Content starts
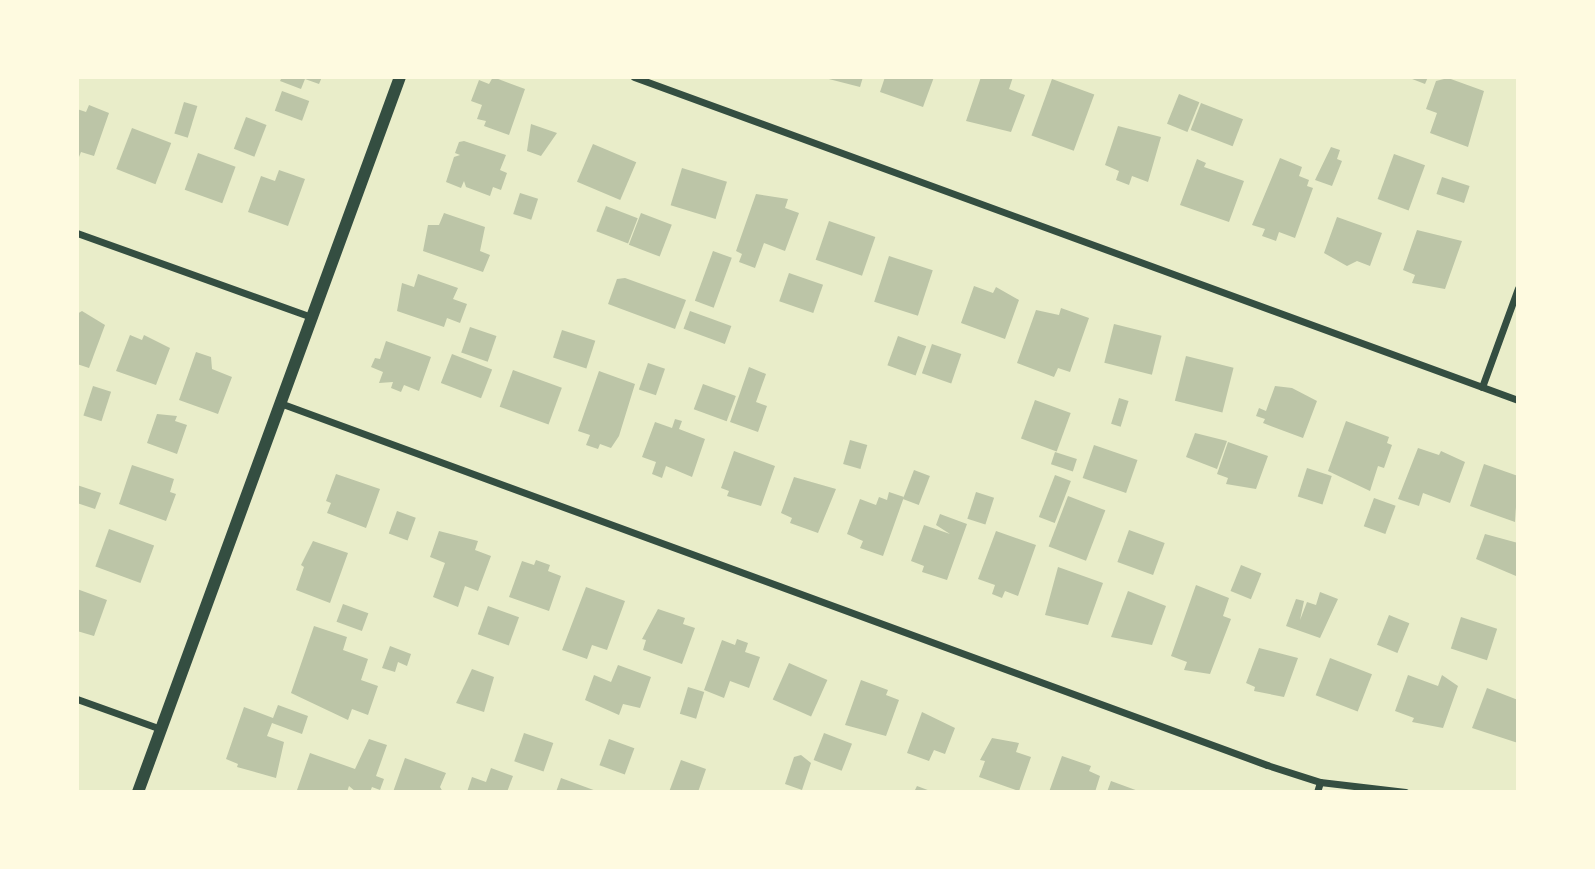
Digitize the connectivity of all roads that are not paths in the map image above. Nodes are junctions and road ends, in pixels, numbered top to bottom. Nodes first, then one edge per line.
1 (400, 77) edge
2 (634, 77) edge
3 (77, 233) edge
4 (1518, 288) edge
5 (312, 317) junction
6 (1482, 387) junction
7 (1518, 400) edge
8 (280, 402) junction
9 (77, 699) edge
10 (161, 729) junction
11 (1320, 782) junction
12 (138, 792) edge
13 (1317, 792) edge
14 (1405, 792) edge

1 - 5 street
2 - 6 street
3 - 5 street
4 - 6 street
5 - 8 street
6 - 7 street
8 - 10 street
8 - 11 street
9 - 10 street
10 - 12 street
11 - 13 street
11 - 14 street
Content ends
ASSIGNMENT ▸
Exclude images. Return the data above verbatim.

EXERCISE ANSWER ▸
Digitize the connectivity of all roads that are not paths in the map image above. Nodes are junctions and road ends, in pixels, numbered top to bottom. Nodes first, then one edge per line.
1 (400, 77) edge
2 (634, 77) edge
3 (77, 233) edge
4 (1518, 288) edge
5 (312, 317) junction
6 (1482, 387) junction
7 (1518, 400) edge
8 (280, 402) junction
9 (77, 699) edge
10 (161, 729) junction
11 (1320, 782) junction
12 (138, 792) edge
13 (1317, 792) edge
14 (1405, 792) edge

1 - 5 street
2 - 6 street
3 - 5 street
4 - 6 street
5 - 8 street
6 - 7 street
8 - 10 street
8 - 11 street
9 - 10 street
10 - 12 street
11 - 13 street
11 - 14 street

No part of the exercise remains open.